The superiority theory is particularly simplistic and only when it is examined below the cultural/behavioral level does this become apparent.
To read my full essay go to:http://basilhughhall.googlepages.com/anewtheoryoflaughterandhumor

a) An individual is moved to tell a joke.
The joke he/she tells has:
b) A theme
c) Story content
d) A mechanism (a format peculiar to jokes.)
As the presentation of the joke progresses:
e) The theme and content induce an emotional state in the listener.
f) The joke mechanism produces a (irresolvable) conflict.
g) The stressed system displaces emotive neural activity through the laughter process.
h) The listener experiences a feeling that he characterizes as pleasure.
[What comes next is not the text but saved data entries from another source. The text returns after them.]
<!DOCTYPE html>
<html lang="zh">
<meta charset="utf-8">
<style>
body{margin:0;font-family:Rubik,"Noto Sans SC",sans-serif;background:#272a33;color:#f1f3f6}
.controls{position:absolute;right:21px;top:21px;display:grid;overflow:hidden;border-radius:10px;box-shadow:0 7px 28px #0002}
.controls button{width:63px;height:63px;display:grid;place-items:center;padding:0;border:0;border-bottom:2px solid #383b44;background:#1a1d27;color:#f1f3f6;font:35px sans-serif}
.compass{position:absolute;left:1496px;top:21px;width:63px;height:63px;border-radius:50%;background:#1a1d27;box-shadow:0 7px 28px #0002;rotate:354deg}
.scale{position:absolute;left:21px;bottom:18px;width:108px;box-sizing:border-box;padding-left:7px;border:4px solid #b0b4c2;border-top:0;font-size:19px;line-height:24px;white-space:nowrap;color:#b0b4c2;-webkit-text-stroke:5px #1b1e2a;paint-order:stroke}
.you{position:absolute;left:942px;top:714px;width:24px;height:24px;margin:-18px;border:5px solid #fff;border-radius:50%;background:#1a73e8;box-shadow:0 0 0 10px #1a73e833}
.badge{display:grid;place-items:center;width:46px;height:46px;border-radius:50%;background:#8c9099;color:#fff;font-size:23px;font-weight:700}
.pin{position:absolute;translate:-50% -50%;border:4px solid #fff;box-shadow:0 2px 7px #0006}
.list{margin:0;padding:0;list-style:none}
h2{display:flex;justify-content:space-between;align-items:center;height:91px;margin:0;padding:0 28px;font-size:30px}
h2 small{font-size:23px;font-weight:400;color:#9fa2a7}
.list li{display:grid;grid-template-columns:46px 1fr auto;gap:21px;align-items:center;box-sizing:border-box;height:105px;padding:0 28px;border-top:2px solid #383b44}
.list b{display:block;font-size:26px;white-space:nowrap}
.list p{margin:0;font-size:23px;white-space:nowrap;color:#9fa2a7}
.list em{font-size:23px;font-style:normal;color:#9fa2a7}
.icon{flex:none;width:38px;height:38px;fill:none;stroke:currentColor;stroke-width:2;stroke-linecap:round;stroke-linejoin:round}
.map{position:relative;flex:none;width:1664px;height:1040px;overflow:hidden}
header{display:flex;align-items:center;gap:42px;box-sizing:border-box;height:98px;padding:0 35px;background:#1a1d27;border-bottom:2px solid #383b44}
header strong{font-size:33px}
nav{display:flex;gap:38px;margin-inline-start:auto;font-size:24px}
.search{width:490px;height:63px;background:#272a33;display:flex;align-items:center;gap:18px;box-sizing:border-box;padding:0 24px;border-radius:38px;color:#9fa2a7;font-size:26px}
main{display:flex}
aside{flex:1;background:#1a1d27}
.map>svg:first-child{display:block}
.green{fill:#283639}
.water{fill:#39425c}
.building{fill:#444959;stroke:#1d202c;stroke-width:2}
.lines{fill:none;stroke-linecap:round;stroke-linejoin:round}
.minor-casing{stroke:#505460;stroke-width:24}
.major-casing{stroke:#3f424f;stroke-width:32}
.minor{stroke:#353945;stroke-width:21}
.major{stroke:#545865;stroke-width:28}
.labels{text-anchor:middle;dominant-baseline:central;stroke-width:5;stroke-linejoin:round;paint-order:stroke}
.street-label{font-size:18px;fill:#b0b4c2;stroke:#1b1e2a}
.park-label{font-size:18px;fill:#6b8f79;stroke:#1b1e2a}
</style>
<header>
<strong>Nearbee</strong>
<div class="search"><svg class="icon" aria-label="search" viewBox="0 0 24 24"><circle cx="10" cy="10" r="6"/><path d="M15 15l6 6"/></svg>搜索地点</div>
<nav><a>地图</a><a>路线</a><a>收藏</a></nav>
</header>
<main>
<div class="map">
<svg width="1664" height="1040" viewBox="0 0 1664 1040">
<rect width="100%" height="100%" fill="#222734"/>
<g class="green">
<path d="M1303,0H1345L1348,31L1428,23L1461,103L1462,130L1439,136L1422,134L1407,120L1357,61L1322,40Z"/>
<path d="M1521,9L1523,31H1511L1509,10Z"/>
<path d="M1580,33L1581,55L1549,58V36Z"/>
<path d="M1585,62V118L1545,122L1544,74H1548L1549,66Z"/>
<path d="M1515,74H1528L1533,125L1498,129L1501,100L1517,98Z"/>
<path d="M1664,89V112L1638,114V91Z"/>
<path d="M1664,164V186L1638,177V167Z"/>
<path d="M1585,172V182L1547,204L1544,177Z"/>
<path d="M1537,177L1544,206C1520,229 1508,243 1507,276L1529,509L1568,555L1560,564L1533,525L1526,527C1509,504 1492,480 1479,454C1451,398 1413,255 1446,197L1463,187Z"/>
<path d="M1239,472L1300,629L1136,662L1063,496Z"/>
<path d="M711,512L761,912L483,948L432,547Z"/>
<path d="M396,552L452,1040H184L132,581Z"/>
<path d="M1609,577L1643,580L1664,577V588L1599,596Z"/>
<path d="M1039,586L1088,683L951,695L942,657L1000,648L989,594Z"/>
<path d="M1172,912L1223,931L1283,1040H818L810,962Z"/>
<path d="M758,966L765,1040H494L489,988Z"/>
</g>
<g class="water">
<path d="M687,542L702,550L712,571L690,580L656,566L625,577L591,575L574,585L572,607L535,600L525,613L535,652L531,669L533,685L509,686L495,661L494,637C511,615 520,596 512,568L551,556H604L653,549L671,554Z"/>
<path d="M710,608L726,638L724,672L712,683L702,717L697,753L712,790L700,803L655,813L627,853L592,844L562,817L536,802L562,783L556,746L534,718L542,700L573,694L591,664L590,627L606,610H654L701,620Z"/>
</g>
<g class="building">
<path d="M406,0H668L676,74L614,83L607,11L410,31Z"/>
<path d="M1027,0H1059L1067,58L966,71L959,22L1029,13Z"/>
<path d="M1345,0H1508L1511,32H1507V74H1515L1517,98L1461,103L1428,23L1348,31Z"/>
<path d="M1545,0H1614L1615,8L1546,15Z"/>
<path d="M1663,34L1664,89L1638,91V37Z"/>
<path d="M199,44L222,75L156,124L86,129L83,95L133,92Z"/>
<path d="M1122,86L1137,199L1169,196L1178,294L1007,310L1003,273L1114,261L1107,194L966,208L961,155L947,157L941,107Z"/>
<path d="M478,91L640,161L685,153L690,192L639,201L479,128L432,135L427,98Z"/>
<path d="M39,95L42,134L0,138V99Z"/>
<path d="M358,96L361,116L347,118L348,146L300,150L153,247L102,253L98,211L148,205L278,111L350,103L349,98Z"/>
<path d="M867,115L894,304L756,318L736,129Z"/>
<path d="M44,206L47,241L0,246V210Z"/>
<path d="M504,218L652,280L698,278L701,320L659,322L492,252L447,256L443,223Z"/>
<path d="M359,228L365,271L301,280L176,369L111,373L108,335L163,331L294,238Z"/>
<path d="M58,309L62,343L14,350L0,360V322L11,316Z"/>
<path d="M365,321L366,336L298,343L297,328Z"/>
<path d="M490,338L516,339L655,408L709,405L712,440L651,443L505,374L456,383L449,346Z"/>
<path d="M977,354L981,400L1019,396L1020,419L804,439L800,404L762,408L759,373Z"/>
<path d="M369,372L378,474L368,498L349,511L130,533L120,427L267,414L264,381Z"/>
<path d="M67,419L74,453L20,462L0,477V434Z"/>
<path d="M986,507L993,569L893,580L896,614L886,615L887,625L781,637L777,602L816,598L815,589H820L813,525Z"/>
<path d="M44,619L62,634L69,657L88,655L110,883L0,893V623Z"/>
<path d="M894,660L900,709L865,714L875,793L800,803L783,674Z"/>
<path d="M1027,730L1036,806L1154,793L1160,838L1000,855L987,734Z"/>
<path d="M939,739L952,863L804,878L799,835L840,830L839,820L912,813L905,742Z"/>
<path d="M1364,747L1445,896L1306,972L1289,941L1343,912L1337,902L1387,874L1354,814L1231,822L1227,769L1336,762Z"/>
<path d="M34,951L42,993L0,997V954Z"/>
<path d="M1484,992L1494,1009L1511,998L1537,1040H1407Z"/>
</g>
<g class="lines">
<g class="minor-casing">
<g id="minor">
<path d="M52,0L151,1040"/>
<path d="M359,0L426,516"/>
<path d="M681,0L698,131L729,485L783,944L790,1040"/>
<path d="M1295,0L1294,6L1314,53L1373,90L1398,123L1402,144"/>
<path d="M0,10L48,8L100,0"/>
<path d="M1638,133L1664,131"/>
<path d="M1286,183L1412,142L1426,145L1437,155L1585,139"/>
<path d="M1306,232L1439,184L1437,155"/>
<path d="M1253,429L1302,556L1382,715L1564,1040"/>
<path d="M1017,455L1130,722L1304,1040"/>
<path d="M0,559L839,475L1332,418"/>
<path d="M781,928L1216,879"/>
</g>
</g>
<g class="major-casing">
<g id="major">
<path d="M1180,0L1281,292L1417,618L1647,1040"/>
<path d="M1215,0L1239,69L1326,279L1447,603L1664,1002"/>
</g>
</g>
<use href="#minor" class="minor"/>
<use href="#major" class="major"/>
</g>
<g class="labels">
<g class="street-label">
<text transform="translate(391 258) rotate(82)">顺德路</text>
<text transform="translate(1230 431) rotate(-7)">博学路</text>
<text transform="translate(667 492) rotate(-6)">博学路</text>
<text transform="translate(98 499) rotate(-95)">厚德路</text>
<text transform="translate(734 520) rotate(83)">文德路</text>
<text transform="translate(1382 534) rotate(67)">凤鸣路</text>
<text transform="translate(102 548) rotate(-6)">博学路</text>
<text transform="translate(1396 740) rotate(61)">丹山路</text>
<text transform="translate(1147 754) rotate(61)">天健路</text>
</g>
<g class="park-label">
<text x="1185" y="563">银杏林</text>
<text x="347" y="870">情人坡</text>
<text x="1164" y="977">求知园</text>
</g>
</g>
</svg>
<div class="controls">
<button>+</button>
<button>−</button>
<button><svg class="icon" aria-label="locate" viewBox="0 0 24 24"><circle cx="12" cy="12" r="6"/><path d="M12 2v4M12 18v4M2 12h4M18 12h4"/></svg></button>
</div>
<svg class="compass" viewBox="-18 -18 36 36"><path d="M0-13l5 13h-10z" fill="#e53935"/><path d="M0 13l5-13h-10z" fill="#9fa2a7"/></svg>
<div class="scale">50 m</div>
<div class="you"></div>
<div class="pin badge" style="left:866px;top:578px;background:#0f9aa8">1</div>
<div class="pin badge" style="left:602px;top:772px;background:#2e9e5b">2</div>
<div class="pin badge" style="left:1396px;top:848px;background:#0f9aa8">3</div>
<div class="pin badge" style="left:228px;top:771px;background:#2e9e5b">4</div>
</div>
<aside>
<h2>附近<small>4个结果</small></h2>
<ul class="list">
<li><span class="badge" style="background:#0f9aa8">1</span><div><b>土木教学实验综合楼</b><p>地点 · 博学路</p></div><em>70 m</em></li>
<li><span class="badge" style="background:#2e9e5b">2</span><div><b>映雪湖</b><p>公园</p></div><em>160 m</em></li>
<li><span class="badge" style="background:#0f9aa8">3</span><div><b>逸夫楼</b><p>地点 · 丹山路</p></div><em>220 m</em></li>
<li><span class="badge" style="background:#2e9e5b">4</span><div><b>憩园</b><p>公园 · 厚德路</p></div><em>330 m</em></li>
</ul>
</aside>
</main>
The aggression/superiority theory (Heyd 1982)(Gruner 1999) suggests that we laugh at the misfortune of others, or those who we consider beneath us in terms of power or social standing, and humorous situations are viewed in terms of aggression and competition. This theory, that focuses on the motivational (a) theme and content (b) (c) and emotional (e) aspects of a humorous event, is based on an erroneous view of laughter. Contrary to the superiority theory, the evidence from studying the basic laughter response in children and adults suggests that it is emotive activity on the fear side of approach and avoidance motivations, and not on the aggressive side, that is central to the evocation of laughter. Power and standing can be maintained by approval and respect, and only the fearful maintain power through aggression. Laughing at the less fortunate is not an act of the superior but of the frightened. We cannot inhibit the mental process we term empathy - it is an indispensable facet of comprehension - and because those people who laugh at the unfortunate cannot help putting themselves in the situation of those they belittle, the emotive weight behind their laughter is fear. These individuals have consciously distanced themselves from the those they see as their inferiors; they do not sympathize with the less fortunate, but cannot escape the innate process of empathy, which places them in the very state they find repulsive.

And later in the piece:
Empathy is important in the processing of humorous situations as it is instrumental in the production of a changing complex of emotive responses as the event proceeds. When we observe another human being in extreme circumstances, or indulging in some form of extreme behaviour, there is an empathetic induction of an emotive state that is not personally and appropriately actionable (we do not take an analgesic because we "feel" another person's pain). This empathetic appreciation of a situation is particularly essential in non-verbal humorous events such as clowning and slapstick. When we see a man slip on a banana skin our mirror neurons, that map the movement and are probably also at the heart of our ability to empathize(Schulte-Rüther2007), evoke an immediate emotive state that is neither truly our own nor appropriately actionable. However, empathy may immediately give way to sympathy, which can give rise to appropriate action, such as helping the man to his feet and asking if he is hurt. Most people would not laugh if the fall was accompanied by a sickening thud as the man’s head hit the pavement, as this would immediately induce a sympathetic state of mind. Laughter, as a form of displacement, for all but the sadistic, will only occur if the fall is perceived to have caused no serious harm.
A common explanation for laughter evoked by the misfortune of others is that we laugh because it has not happened to us. This is correct, but for the wrong reasons, as it is not a matter of being pleased that we have escaped an embarrassing or painful experience. The fact that the slipping on a banana skin has not happened to us means the empathetically simulated emotive states of startle, fear and pain, are at odds with the reality of our position in the situation, and when not overridden by sympathy, this emotive activity is displaced into laughter.

Actually I had just come here to post a link to this book which I thought should be useful:

http://www.amazon.com/Psychology-Humor-Integrative-Approach/dp/012372564X/

...but; interesting info Basil. I'll look into your theory when I can find some time.